Продолжая смеяться, плакать и кивать, я умудрилась выдавить:

— Я еще никогда не опаздывала на самолеты.

— Что ж, может, благодаря тебе нам повезет. Бывает, когда вылет задерживают из-за срочного ремонта.

— Ремонта? Господи, может, и так. — Я промокнула глаза, собираясь с мыслями. Я ничего не могла поделать с возникшим перед глазами образом ремонтника, похожего на моего отца, который до сих пор предпочитает играться с проблемами, а не устранять их.

— Мы должны успеть, — сказала Алисия с неожиданно вернувшейся надеждой. — Я не могу так просто это бросить.

— Конечно… Ну, если самолет исправен… — сказала я, отмахиваясь от мысли о механике, залепляющем мотор самолета изолентой.

— Роксана должна знать. Она наверняка знает, что произошло с мамой.

— Потому что она медиум?

— Потому что они родственницы! И потому, что до своего побега Роксана была очень близка с мамой.

— Но почему она украла Ди? — поинтересовалась я. — Она не боялась, что ее объявят в розыск?

— Мой дядя Гейб влюбился в другую женщину. Роксана не могла с этим смириться.

— Он женился на другой?

— В конце концов они оба развелись. Роксана даже мысли не допускала, что ей придется делить дочь с человеком, которого она все еще любит, но который больше не любит ее. Она много чего перепробовала, но сработало только одно — они вместе с Ди уехали в Англию.

— Неужели ей позволили остаться там без визы?

— А она вышла замуж, как только приехала.
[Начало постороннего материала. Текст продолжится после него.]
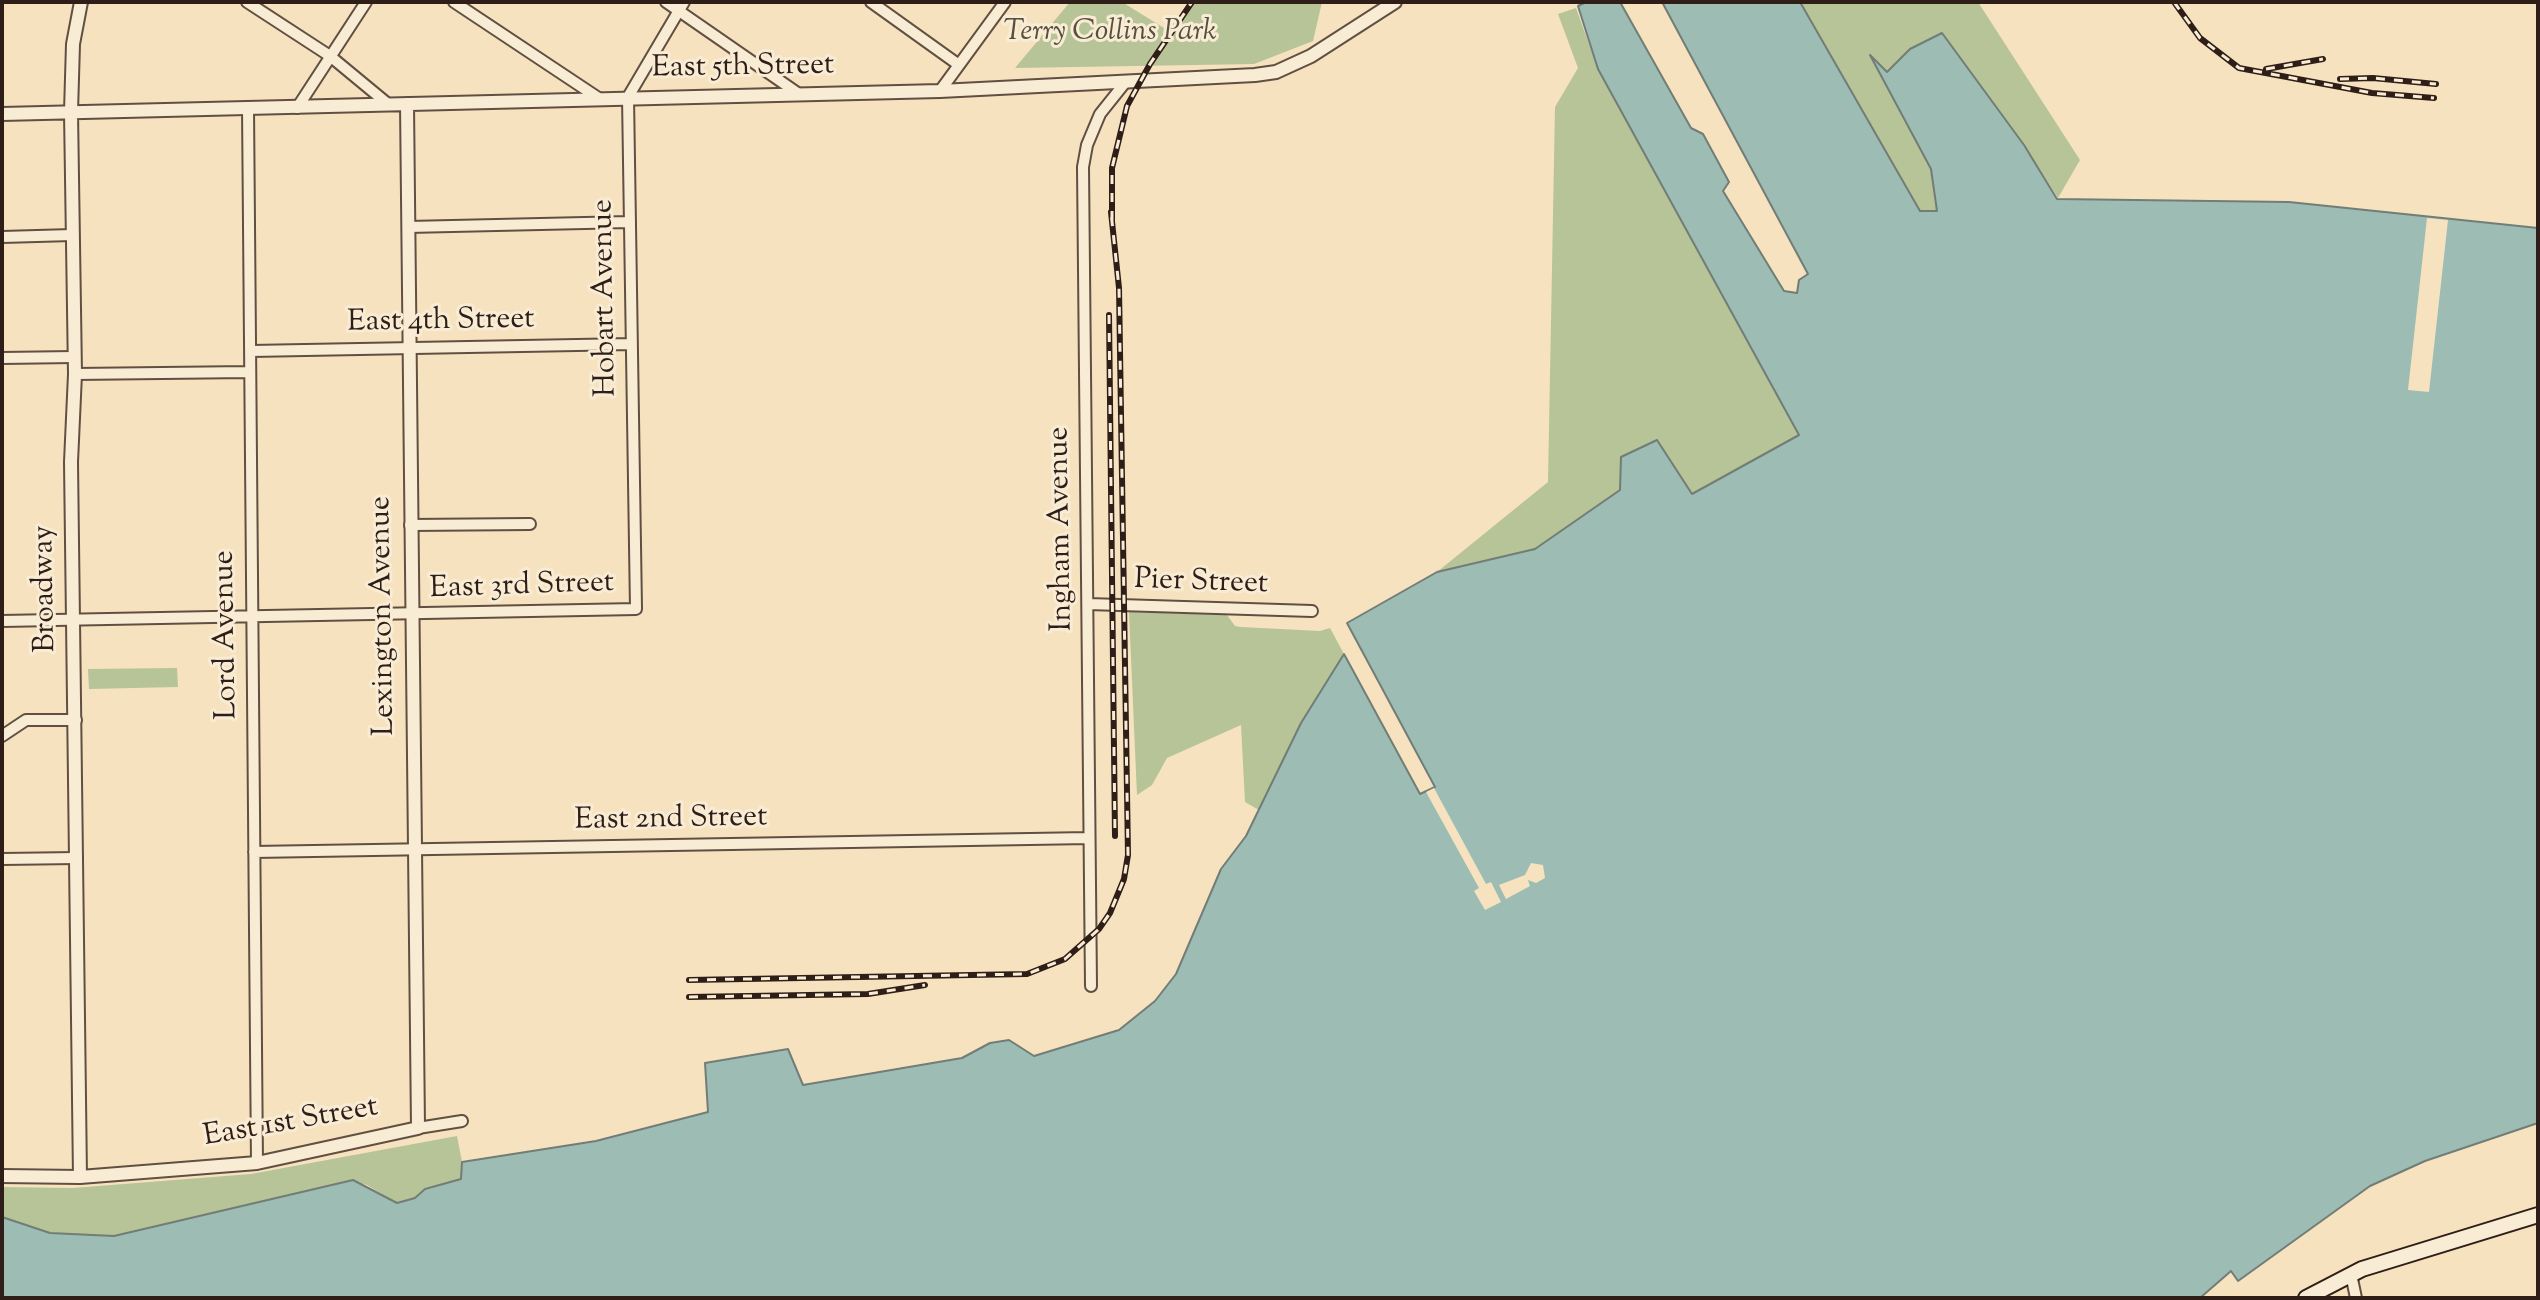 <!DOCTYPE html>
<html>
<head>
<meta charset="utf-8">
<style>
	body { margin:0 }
	#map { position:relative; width:2540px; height:1300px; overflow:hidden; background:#f6e2bf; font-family:"Sorts Mill Goudy",serif }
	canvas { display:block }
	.frame { position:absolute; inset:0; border:4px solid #2f1e18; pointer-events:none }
</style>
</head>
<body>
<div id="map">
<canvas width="2540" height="1300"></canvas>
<div class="frame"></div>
</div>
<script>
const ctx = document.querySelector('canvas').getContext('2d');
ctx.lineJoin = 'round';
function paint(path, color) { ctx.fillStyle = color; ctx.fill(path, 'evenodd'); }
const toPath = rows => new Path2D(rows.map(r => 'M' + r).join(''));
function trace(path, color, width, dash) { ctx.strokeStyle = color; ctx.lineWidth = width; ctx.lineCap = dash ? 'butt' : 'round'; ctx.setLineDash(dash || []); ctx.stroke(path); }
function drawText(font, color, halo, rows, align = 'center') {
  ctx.font = font + ' "Sorts Mill Goudy",serif'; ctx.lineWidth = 6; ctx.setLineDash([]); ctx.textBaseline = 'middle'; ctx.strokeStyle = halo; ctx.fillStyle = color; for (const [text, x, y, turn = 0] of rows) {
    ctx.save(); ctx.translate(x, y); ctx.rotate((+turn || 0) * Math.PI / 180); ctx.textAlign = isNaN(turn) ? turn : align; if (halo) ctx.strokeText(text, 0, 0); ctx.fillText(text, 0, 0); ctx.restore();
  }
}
const green = toPath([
	[1070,2,1122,2,1172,33,1195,2,1322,2,1313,41,1254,64,1015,68],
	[1800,2,1978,2,2080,160,2058,198,2024,145,1910,49,1886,73,1872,59,1931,169,1938,212,1919,211],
	[1576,8,1598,69,1799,435,1692,494,1657,440,1621,490,1535,549,1437,572,1548,482,1555,107,1578,68,1558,14],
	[1129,612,1227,615,1235,626,1241,627,1320,631,1330,628,1344,654,1301,723,1259,810,1245,802,1241,725,1167,758,1152,785,1137,795],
	[177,668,178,687,89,689,88,669],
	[457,1136,462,1162,461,1179,425,1188,415,1198,397,1203,367,1185,353,1181,114,1236,50,1233,2,1217,2,1187,73,1188,251,1174]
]);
const water = toPath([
	[1586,2,1620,2,1691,128,1703,134,1729,182,1723,191,1784,291,1797,293,1799,280,1808,274,1662,2,1800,2,1920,211,1937,211,1931,169,1870,55,1887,72,1910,49,1942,33,2024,145,2057,199,2289,202,2538,228,2538,1123,2425,1161,2370,1186,2238,1281,2231,1271,2200,1298,2,1298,2,1217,50,1233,114,1236,353,1180,397,1203,415,1198,425,1189,461,1179,462,1162,596,1141,708,1112,705,1063,788,1049,803,1085,962,1058,990,1043,1009,1040,1034,1056,1119,1030,1155,1001,1176,974,1221,869,1246,836,1301,723,1344,654,1420,794,1435,787,1347,623,1437,572,1535,549,1620,490,1621,457,1657,440,1692,494,1799,435,1598,69,1578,6,1586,2]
]);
const pier = toPath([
	[2427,218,2448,220,2429,392,2408,390],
	[1434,788,1486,884,1491,882,1501,902,1485,910,1474,891,1479,888,1426,792],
	[1531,863,1543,865,1545,878,1536,883,1528,880,1530,886,1506,899,1499,885,1525,875]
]);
const minor = toPath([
	[247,2,330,56,388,104],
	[454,2,600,99],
	[666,2,799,94],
	[871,2,959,65],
	[940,91,1005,2],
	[248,107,257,1163],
	[297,108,366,2],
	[408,227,629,222],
	[2,237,72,235],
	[251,351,631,344],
	[2,358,74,357],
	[75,374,249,372],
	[410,525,530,524],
	[1088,604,1312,611],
	[2,621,636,609,628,97,684,2],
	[2,736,26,720,76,720],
	[254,852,1089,838],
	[2,859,77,858],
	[1091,986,1083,167,1087,145,1100,114,1124,84],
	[418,1128,462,1121],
	[2351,1274,2356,1298]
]);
const tertiary = toPath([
	[2,114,940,91,1255,75,1276,72,1311,56,1395,2],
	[2,1176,80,1177,257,1163,418,1128,407,104],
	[80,1177,71,462,75,374,71,112,73,44,81,2]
]);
const secondary = toPath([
	[2306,1298,2362,1269,2538,1215]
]);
const rail = toPath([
	[2174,2,2200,38,2239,68,2372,93,2434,98],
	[2266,69,2323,59],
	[2340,79,2373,78,2436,84],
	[1112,220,1112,168,1127,106,1150,64,1192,2],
	[1109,315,1115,836],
	[689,980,1027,974,1065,959,1099,929,1110,913,1124,879,1128,855,1119,288,1111,212],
	[689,997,868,994,925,985]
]);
const parkNames = [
	["Terry Collins Park",1110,34]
];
const streetNames = [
	["East 5th Street",743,69,-1],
	["Hobart Avenue",607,298,-91],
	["East 4th Street",441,323,-1],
	["Ingham Avenue",1063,529,-91],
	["Pier Street",1201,584,2],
	["East 3rd Street",522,588,-2],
	["Broadway",47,589,-91],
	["Lexington Avenue",385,616,-91],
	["Lord Avenue",228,635,-91],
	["East 2nd Street",671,821,-1],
	["East 1st Street",291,1124,-10]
];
paint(green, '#b6c497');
paint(water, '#9dbdb4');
trace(water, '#717d76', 2);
paint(pier, '#f6e2bf');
trace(minor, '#614f42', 14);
trace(tertiary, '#614f42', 16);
trace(secondary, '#2f1e18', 18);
trace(minor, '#f9ecd5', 10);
trace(tertiary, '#f9ecd5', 12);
trace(secondary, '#f9ecd5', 14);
trace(rail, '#2f1e18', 6);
trace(rail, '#f9ecd5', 3, [9]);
drawText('italic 30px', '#58503e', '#f9ecd5', parkNames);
drawText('30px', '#2f1e18', '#f9ecd5', streetNames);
</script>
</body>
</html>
— Ты серьезно? И как ей это удалось?

— За год до этого Роксане сделал предложение Клайд, британский актер, с которым она познакомилась еще в Нью-Йорке. Она приняла решение стать его женой просто из мести. А такие вещи редко приносят счастье.
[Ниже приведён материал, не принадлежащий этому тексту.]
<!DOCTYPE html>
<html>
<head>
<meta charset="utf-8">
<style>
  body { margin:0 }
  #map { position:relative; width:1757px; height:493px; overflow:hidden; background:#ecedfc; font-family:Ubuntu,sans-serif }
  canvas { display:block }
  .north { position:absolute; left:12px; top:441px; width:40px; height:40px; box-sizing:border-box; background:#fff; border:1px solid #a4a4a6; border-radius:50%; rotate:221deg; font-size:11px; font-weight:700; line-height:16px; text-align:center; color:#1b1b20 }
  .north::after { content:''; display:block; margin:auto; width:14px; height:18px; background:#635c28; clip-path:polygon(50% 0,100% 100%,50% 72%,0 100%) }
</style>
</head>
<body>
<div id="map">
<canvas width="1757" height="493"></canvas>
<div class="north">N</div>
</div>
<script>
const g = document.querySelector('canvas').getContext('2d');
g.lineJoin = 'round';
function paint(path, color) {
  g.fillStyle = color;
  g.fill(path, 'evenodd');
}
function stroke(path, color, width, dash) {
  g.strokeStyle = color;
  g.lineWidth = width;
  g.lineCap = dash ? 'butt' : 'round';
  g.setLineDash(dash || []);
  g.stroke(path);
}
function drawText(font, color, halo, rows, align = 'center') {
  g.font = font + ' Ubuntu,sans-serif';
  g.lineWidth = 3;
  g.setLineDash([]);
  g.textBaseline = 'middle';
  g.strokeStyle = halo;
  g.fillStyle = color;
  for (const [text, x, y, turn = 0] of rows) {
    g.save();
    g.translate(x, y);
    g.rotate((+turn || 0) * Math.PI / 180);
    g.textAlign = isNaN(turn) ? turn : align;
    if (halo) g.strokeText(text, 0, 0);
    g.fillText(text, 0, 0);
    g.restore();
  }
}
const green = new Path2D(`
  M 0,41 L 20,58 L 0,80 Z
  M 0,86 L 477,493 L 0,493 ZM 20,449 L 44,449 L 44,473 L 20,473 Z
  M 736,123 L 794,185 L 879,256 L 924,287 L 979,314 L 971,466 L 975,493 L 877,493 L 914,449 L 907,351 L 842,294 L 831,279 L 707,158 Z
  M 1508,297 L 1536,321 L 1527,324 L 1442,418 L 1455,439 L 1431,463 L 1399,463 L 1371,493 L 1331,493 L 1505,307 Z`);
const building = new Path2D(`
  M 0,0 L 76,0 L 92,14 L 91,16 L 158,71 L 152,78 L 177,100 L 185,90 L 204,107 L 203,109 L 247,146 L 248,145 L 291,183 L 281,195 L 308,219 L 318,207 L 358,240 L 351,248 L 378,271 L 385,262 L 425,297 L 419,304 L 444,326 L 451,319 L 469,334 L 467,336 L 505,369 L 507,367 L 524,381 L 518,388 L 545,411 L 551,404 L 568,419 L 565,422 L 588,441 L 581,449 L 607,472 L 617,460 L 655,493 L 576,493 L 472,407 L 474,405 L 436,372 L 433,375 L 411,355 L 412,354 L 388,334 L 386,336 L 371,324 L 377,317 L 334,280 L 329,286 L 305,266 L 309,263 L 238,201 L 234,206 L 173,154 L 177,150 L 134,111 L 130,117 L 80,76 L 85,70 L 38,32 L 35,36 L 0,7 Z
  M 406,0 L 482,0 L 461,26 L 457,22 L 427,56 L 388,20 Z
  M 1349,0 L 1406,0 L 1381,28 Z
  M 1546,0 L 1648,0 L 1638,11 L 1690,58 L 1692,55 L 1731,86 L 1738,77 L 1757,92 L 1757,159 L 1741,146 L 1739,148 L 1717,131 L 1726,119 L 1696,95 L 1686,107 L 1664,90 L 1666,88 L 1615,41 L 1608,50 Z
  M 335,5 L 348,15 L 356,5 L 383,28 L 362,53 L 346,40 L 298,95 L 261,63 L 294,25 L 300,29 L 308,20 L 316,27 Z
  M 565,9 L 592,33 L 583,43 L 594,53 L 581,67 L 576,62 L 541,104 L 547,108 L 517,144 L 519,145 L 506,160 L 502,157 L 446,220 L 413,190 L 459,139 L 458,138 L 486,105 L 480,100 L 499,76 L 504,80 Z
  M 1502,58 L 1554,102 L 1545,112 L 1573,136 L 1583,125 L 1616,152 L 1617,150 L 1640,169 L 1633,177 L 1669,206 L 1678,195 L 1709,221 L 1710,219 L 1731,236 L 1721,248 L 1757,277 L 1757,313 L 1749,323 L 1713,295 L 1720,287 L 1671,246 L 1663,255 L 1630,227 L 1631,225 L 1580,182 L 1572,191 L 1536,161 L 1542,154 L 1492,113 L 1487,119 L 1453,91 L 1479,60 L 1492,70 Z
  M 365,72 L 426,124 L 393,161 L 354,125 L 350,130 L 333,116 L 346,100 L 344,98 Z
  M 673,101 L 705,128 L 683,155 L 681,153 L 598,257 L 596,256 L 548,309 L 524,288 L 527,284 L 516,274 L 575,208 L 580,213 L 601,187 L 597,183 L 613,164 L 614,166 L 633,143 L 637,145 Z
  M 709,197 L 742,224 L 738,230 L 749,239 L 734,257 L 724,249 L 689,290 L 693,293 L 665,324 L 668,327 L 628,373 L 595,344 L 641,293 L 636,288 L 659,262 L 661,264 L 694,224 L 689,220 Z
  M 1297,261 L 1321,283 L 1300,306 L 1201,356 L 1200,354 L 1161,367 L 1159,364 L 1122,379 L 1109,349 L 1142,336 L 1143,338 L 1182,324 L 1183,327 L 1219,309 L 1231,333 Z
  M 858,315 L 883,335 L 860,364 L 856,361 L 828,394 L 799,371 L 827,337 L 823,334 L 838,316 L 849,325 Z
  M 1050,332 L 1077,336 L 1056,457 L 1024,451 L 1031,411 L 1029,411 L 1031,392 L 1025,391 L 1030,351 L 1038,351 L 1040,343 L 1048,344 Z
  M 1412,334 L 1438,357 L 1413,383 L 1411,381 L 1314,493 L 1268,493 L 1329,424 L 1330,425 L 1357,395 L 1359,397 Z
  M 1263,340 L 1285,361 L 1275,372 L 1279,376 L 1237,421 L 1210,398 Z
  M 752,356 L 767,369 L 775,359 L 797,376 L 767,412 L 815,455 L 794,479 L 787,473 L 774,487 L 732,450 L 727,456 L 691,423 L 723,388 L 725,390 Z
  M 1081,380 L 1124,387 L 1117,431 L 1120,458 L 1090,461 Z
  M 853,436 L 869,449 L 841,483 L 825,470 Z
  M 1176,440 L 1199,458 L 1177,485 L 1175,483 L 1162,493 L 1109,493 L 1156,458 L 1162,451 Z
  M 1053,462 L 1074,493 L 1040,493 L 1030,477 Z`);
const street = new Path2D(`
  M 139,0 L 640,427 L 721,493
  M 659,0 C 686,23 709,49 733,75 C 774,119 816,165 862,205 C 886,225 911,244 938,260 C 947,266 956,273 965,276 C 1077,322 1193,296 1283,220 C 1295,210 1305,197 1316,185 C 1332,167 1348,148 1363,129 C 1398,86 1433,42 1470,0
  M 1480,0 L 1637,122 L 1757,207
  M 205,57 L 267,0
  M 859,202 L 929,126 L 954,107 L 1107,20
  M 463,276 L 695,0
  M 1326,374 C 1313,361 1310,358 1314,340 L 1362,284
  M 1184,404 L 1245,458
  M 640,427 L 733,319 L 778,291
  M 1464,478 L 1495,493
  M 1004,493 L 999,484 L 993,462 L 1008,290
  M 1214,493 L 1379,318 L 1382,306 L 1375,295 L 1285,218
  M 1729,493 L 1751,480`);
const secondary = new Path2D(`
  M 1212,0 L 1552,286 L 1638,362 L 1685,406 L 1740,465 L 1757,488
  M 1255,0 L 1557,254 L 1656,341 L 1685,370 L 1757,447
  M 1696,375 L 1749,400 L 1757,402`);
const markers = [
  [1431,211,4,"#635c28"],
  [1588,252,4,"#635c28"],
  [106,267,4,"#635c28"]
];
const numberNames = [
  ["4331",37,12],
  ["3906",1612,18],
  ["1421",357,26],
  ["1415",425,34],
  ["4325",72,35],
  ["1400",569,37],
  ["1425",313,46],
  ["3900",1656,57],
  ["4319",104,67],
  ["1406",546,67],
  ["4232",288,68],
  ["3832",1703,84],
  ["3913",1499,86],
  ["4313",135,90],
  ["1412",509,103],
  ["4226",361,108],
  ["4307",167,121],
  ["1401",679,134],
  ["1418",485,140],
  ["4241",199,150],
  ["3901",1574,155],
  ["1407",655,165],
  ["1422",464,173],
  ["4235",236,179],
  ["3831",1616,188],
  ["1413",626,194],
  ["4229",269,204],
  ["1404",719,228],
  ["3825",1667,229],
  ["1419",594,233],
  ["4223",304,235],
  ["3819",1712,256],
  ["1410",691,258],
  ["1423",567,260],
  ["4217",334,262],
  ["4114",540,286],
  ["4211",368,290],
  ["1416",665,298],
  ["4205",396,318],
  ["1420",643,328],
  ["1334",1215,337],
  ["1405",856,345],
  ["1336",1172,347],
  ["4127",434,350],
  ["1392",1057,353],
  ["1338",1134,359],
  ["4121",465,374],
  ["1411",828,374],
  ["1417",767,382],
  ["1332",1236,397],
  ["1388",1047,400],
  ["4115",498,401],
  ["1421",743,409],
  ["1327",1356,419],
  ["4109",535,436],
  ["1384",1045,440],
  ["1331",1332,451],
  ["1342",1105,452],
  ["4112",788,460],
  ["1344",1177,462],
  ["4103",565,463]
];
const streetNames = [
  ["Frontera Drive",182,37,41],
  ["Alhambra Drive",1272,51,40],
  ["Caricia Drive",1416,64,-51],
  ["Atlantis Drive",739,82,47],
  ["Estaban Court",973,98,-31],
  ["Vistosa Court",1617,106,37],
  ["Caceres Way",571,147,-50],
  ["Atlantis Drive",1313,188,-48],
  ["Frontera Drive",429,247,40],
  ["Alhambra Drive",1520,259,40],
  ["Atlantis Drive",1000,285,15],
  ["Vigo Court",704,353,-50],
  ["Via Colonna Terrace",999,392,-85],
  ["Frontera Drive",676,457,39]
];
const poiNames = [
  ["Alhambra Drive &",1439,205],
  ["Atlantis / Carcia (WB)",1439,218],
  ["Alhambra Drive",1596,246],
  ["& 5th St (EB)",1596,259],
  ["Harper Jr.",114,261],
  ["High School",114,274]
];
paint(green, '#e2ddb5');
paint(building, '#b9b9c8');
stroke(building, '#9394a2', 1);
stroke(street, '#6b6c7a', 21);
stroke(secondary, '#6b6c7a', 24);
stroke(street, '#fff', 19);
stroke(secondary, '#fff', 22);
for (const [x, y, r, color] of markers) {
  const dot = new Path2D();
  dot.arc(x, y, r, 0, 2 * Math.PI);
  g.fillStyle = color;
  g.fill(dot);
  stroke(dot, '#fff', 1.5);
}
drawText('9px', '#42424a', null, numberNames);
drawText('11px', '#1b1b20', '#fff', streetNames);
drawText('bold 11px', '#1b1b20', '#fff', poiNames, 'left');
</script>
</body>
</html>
— Ага! — воскликнула я, подумав, что, наверное, ошибалась, считая сценарии мыльных опер полной чепухой.

Алисия поняла мою реакцию.

— Я чувствую себя немного неловко, раскрывая все психопатологии моей семьи.

— Забавно, что ты считаешь эту женщину частью своей семьи, — ответила я. — Она же украла твою кузину. И твой дядя наверняка был вне себя.

— Ди уже большая девочка. Она могла вернуться, как только ей исполнилось восемнадцать. Но она этого не сделала.

— И она даже не знает о том, что ее отец… — Я не смогла продолжить. Если для меня мама все еще жива, то Алисия, вероятно, тоже не могла смириться со смертью дяди.

Алисия покачала головой, ее лицо приобрело грустное выражение, а моя собственная нервная система, похоже, решила составить ей в этом компанию.

— Ой-ой, — сказала она, сглотнув, и опустила ноги на пол.

— Что «ой-ой»? — спросила я, хотя тоже это почувствовала. Поезд снова замедлял ход.

— Завяжи шнурки и приготовься бежать, — приказным тоном произнесла Алисия. — Мы в Гейтвике.